Gold Fields swaps royalty deals for 32% in Maverix Metals

GOLD Fields has exchanged a portfolio of eleven royalties it receives, which generated $6m last year, for a 32% stake in Maverix Metals, a company listed in Toronto that consolidates such agreements.

Sven Lunsche, spokesman for Gold Fields, said that the company hoped to receive an uplift in income from Maverix Metals over time, but that the agreement also helped save it administration costs.

“These companies that consolidate royalty agreements are quite highly rated. Some of the royalties we have exchanged are producing gold, others are non-producing,” he said.

Shares in Maverix Metals increased 31.5% on December 5 taking its market value to C$99.8m and representing a 279% return on a 12-month basis. Shares in AngloGold Ashanti, Gold Fields and Harmony Gold have gained 57%, 13% and 183.5% respectively over the same period. Gold shares have weakened since mid-2016.

The terms of the deal is that Maverix has bought the portfolio of eleven existing producing and non-producing royalties in return for 42,85 million common shares and 10 common share purchase warrants of Maverix. On completion of the deal, Gold Fields will own approximately 32% of the issued and outsttanding common shares of Maverix.

“We believe that the transaction with Maverix and its dynamic team provides the ideal platform to unlock the embedded value in our royalty portfolio through longer term exposure to the listed royalty and streaming sector, which has historically traded at premium market valuation multiples,” said Gold Fields in a statement.

JP Morgan Cazenove said that since only five of the 11 royalties are on mines that are currently producing it was a “… strategically sensible disposal by Gold Fields, farming these minor assets to a specialist, plus retaining the upside to future royalty growth by taking a shareholding in Maverix”.

The bank added that it ascribed a value worth immediately $24m to the stake in Maverix whereas it only previously imputed a “negligible value” to the royalty streams in Gold Fields’ hands.

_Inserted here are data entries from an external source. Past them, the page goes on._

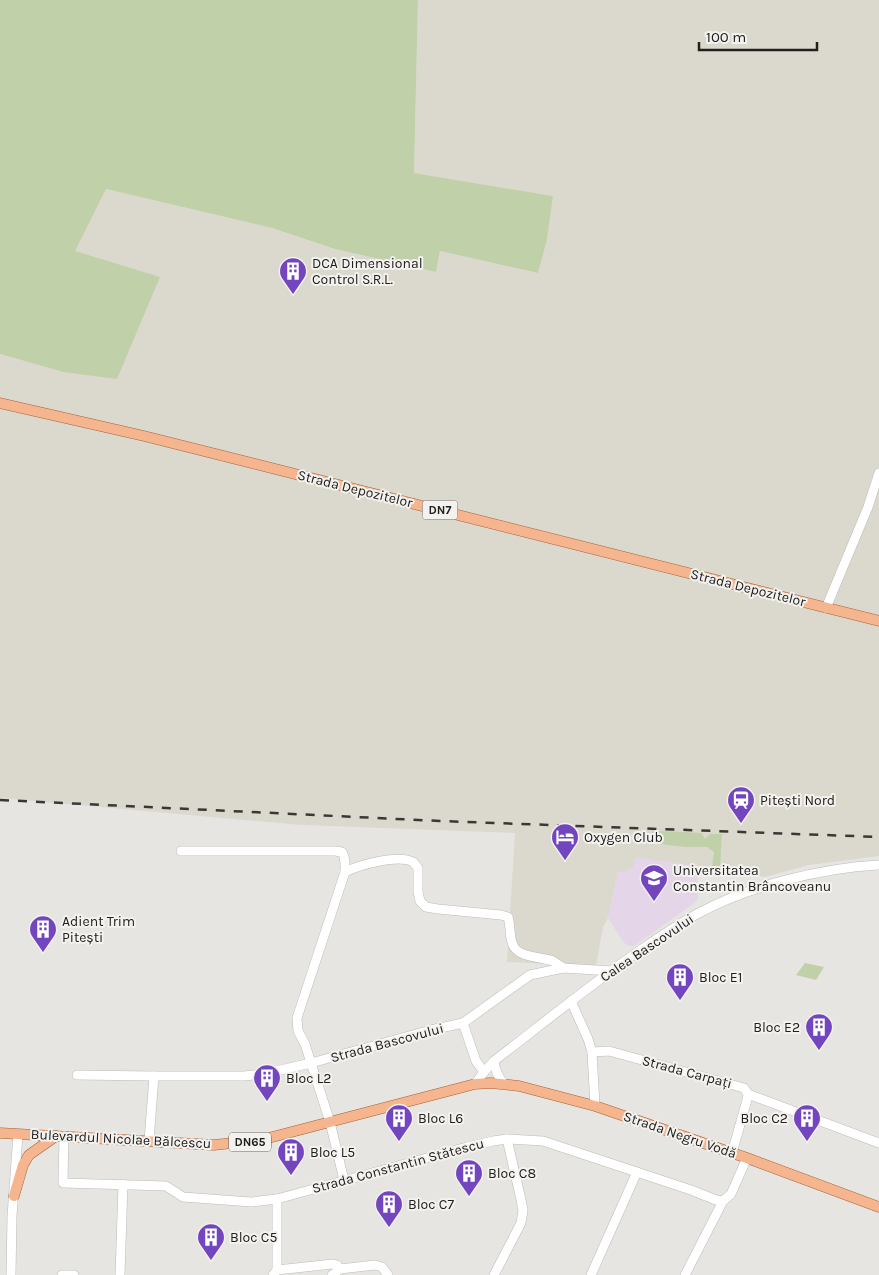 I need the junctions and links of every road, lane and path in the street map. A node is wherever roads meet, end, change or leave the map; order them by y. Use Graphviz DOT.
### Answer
graph roads {
  1 [pos="0,403"];
  2 [pos="879,473"];
  3 [pos="826,608"];
  4 [pos="879,621"];
  5 [pos="181,852"];
  6 [pos="879,865"];
  7 [pos="345,872"];
  8 [pos="563,968"];
  9 [pos="612,970"];
  10 [pos="571,1001"];
  11 [pos="463,1023"];
  12 [pos="592,1052"];
  13 [pos="494,1062"];
  14 [pos="311,1063"];
  15 [pos="484,1072"];
  16 [pos="78,1074"];
  17 [pos="154,1076"];
  18 [pos="475,1084"];
  19 [pos="504,1084"];
  20 [pos="748,1094"];
  21 [pos="595,1106"];
  22 [pos="330,1122"];
  23 [pos="0,1133"];
  24 [pos="18,1134"];
  25 [pos="60,1136"];
  26 [pos="507,1140"];
  27 [pos="149,1141"];
  28 [pos="879,1144"];
  29 [pos="732,1152"];
  30 [pos="746,1158"];
  31 [pos="637,1172"];
  32 [pos="344,1180"];
  33 [pos="123,1184"];
  34 [pos="14,1196"];
  35 [pos="277,1199"];
  36 [pos="723,1201"];
  37 [pos="879,1207"];
  38 [pos="340,1269"];
  39 [pos="276,1272"];
  40 [pos="11,1275"];
  41 [pos="62,1275"];
  42 [pos="74,1275"];
  43 [pos="120,1275"];
  44 [pos="332,1275"];
  45 [pos="388,1275"];
  46 [pos="494,1275"];
  47 [pos="591,1275"];
  48 [pos="685,1275"];
  1 -- 3 [label="main road, Strada Depozitelor / DN7"];
  2 -- 3 [label="street"];
  3 -- 4 [label="main road, Strada Depozitelor / DN7"];
  5 -- 7 [label="street"];
  6 -- 9 [label="street, Calea Bascovului"];
  7 -- 8 [label="street"];
  7 -- 14 [label="street"];
  8 -- 9 [label="street, Strada Bascovului"];
  8 -- 11 [label="street, Strada Bascovului"];
  9 -- 10 [label="street, Calea Bascovului"];
  10 -- 12 [label="street"];
  10 -- 13 [label="street, Calea Bascovului"];
  11 -- 14 [label="street, Strada Bascovului"];
  11 -- 15 [label="street, Strada Bascovului"];
  12 -- 20 [label="street, Strada Carpați"];
  12 -- 21 [label="street"];
  13 -- 15 [label="street, Calea Bascovului"];
  13 -- 19 [label="street"];
  14 -- 17 [label="street, Strada Bascovului"];
  14 -- 22 [label="street"];
  15 -- 18 [label="street, Calea Bascovului"];
  16 -- 17 [label="street, Strada Bascovului"];
  17 -- 27 [label="street"];
  18 -- 19 [label="main road, Strada Negru Vodă"];
  18 -- 22 [label="main road, Bulevardul Nicolae Bălcescu / DN65"];
  19 -- 21 [label="main road, Strada Negru Vodă"];
  20 -- 28 [label="street"];
  20 -- 29 [label="street, Strada Carpați"];
  21 -- 29 [label="main road, Strada Negru Vodă"];
  22 -- 27 [label="main road, Bulevardul Nicolae Bălcescu / DN65"];
  22 -- 32 [label="street"];
  23 -- 24 [label="main road, Bulevardul Nicolae Bălcescu / DN65"];
  24 -- 25 [label="main road, Bulevardul Nicolae Bălcescu / DN65"];
  24 -- 34 [label="street"];
  25 -- 27 [label="main road, Bulevardul Nicolae Bălcescu / DN65"];
  25 -- 33 [label="street, Strada Constantin Stătescu"];
  25 -- 34 [label="main road"];
  26 -- 31 [label="street, Strada Constantin Stătescu"];
  26 -- 32 [label="street, Strada Constantin Stătescu"];
  26 -- 46 [label="street"];
  29 -- 30 [label="main road, Strada Negru Vodă"];
  30 -- 36 [label="street"];
  30 -- 37 [label="main road, Strada Negru Vodă"];
  31 -- 36 [label="street, Strada Constantin Stătescu"];
  31 -- 47 [label="street"];
  32 -- 35 [label="street, Strada Constantin Stătescu"];
  33 -- 35 [label="street, Strada Constantin Stătescu"];
  33 -- 43 [label="street"];
  34 -- 40 [label="street"];
  35 -- 39 [label="street"];
  36 -- 48 [label="street"];
  38 -- 39 [label="street"];
  38 -- 44 [label="street"];
  38 -- 45 [label="street"];
  41 -- 42 [label="street"];
}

The royalty agreements in the portfolio, where Gold Fields has exited a prospect to another company whilst retaining a level of income stream, provide an interesting insight into the history of the group’s exploration endeavours.

Royalties flow from prospects Gold Fields invested in which are as far afield as the Dominican Republic, to the Democratic Republic of Congo to Australia – which is something of a stamping ground for Gold Fields.

It includes 3% to 4.5% of gross revenues in the Viven gold mine in Western Australia currently operated by Ramelius Resources, and the 2.5% royalty on net smelter returns of Evolution Mining’s Mt Carlton mine in Queensland Australia.

In terms of early exploration ventures, Gold Fields sold its agreement for 1% of diamond sales returns on the Nunavut Diamond/Three Bluffs project in Canada which is now operated by Committee Bay Resources.